Leyendo La Temperatura seguida de Zywiecz del pynchoniano (por su invisibilidad) Miguel Guerrero me venía en mientes, a modo de pórtico, aquello que le soltaba Hermann Hesse a Thomas Mann en una misiva. Atención. El escritor ingenuo «puro», no piensa en absoluto, según creo, en los lectores. El mal autor piensa en ellos, busca cómo gustarles, los adula.
¿Ven ese rayo de sol en la portada? Es luz entre cadenas, la que anhela la literatura que se sueña tal.
Leo en la página 212:
He pasado las horas leyendo, como sabe. Nada más desacertado. La literatura es algo como las hormigas, cuando ves una hormiga en la habitación, y solamente ves una, enseguida imaginas, deduces, que un ingente ejército de hormigas hambrientas ha tomado al asalto los cimientos de tu casa, y las paredes, y ahora han invadido la cocina y vas, abres un mueble y allí están, devorando una ración de pollo. Así es la literatura, hormigas que te persiguen y al final te devoran. Y lo que no es literatura, convendrá conmigo, no es, a estas alturas, interesante.

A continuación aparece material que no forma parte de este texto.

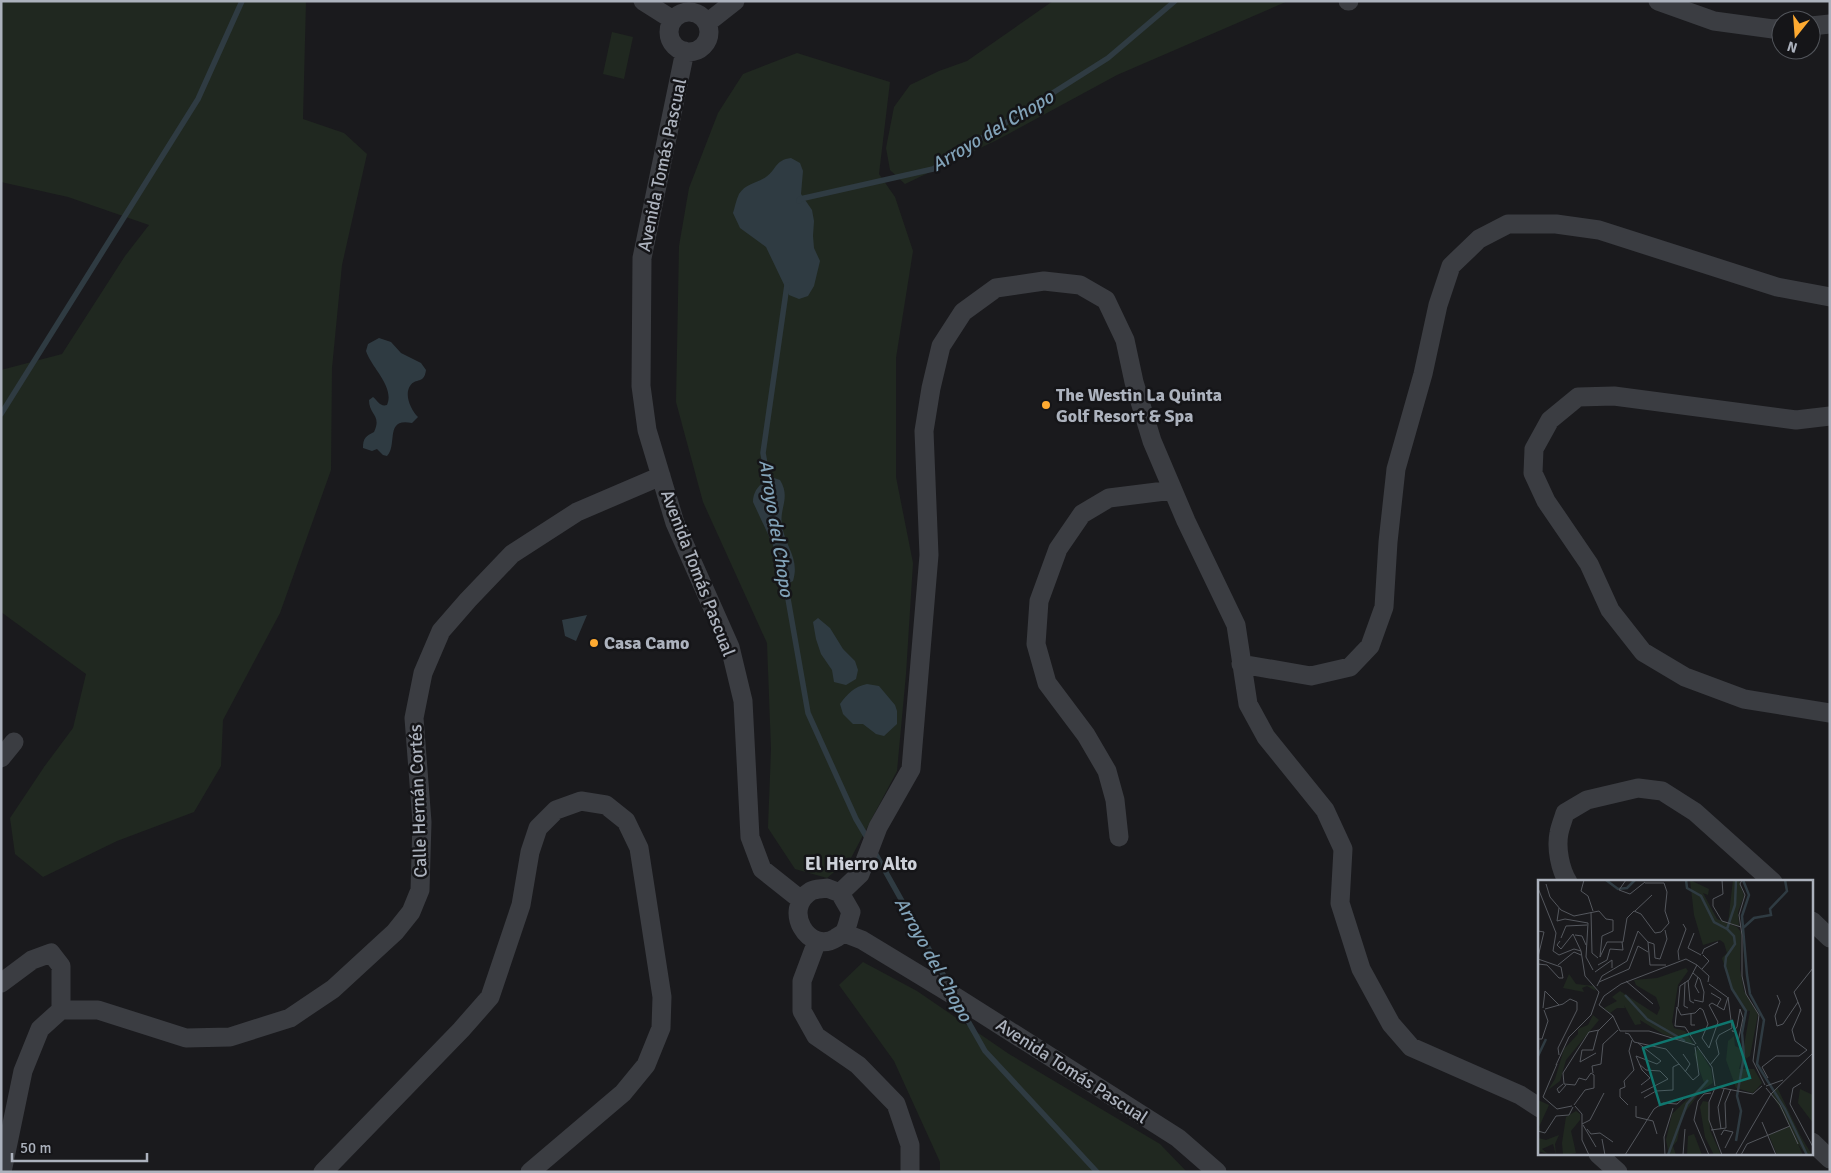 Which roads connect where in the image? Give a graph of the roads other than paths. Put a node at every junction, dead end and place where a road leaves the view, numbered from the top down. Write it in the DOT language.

Estamos ante un autor puro, devorado por la literatura, por lo que esta novela eleva la temperatura del lector pero sin adularlo con la fiebre. El libro es un díptico, la primera novela con el doble de extensión que la siguiente.

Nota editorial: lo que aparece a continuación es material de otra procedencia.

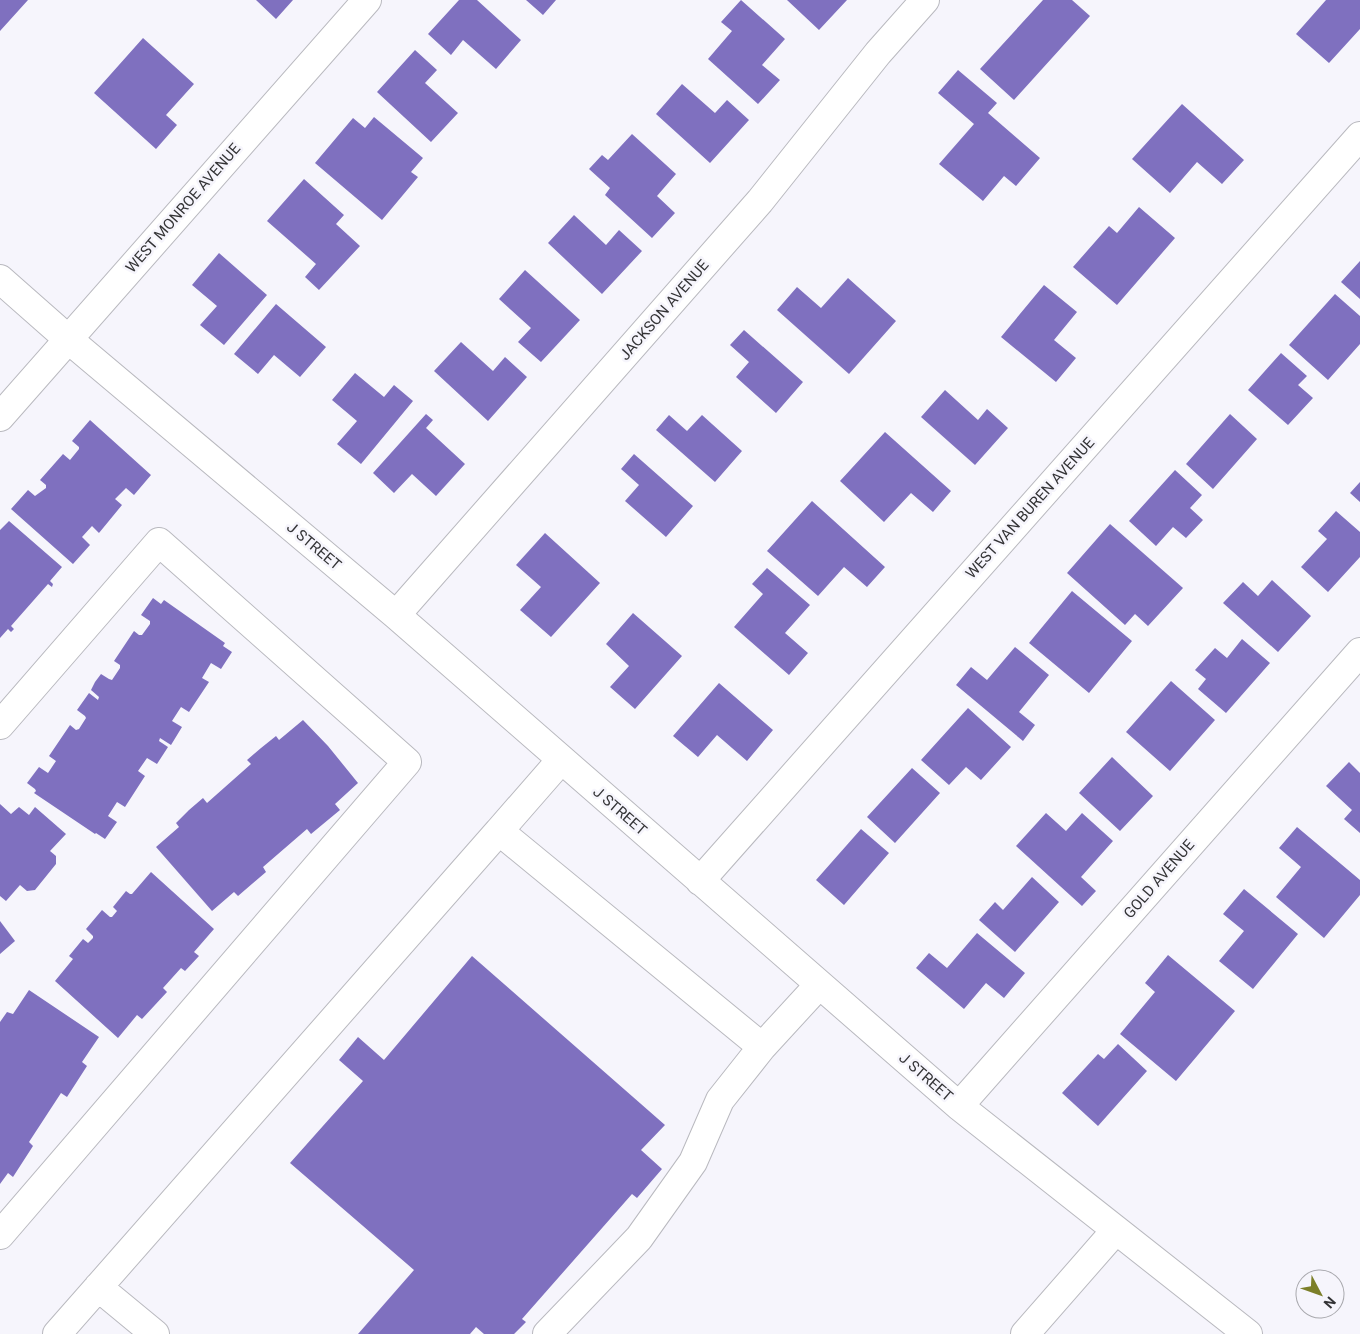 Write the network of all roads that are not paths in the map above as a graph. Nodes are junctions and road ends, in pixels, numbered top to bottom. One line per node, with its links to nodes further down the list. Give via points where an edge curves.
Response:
1 (367, 0): 5 (street, WEST MONROE AVENUE)
2 (925, 0): 7 (street, JACKSON AVENUE, via 878,53 760,201)
3 (1360, 136): 12 (street, WEST VAN BUREN AVENUE)
4 (0, 279): 5 (street, J STREET)
5 (68, 339): 6 (street, WEST MONROE AVENUE); 7 (street, J STREET)
6 (0, 417)
7 (396, 615): 10 (street, J STREET)
8 (1360, 652): 15 (street, GOLD AVENUE)
9 (0, 724): 17 (street, via 158,542 407,762)
10 (561, 760): 11 (street); 12 (street, J STREET)
11 (499, 831): 14 (street); 18 (street)
12 (700, 881): 13 (street, J STREET)
13 (819, 985): 14 (street); 15 (street, J STREET)
14 (762, 1046): 21 (street, via 720,1100 693,1162 639,1238)
15 (958, 1106): 16 (street, J STREET)
16 (1116, 1230): 22 (street); 23 (street, J STREET)
17 (0, 1235)
18 (98, 1287): 19 (street); 20 (street)
19 (57, 1334)
20 (155, 1334)
21 (547, 1334)
22 (1025, 1334)
23 (1248, 1334)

La Temperatura nos enfrenta a la muerte de un hombre que en su casa arrostra su final. Hay un Cubo como construcción que me conduce al Cono de Bernhard en Corrección. Una novela estructurada en tres capítulos: cosas, animales y personas; todos ellos sufriendo las inclemencias climatológicas, un terruño masticado por el sol, el calor al alza, una sequía que atenaza al paisanaje impeliendo su marcha, todos se van pero el hombre que cuenta permanece aferrado a su destino cuarteado, mientras recuerda a su bisabuelo y las historias que le contaba de los xánticos, hombres de fuego que poblarán el horizonte socarrado y estéril quizá ya desquiciado del que se sabe en las últimas; más recuerdos de cuando era joven y ocupa el Cubo y se dedicaba al ganado, junto al pastor y las charlas filosóficas mantenidas con este, como oyente, el gas nervioso, la enfermedad, lo inconcluso
Zywiecz, que sigue a la temperatura, ya tiene al lector a la temperatura justa, con la realidad dilatada en las pupilas, presto pues para entrar en el mundo que plantea entonces Miguel, con un punto muy kafkiano: una casa próxima a despeñarse por un acantilado, un viajante que va y viene e incluso será víctima de un rayo, que nos da pie a conocer a un Señor, Un Conde, Un Castillo, un personaje llamado W., un holograma, el Estado, historias que se devoran y regurgitan, agitando las vísceras y entrañas del Mayordomo, para quien surcar una calle con una epístola entre las manos y desplazarse entre dos casas de un pueblo, Zywiecz, puede convertirse en toda una odisea, una lectura sin pasamanos, lectura doble que me deja desconcertado.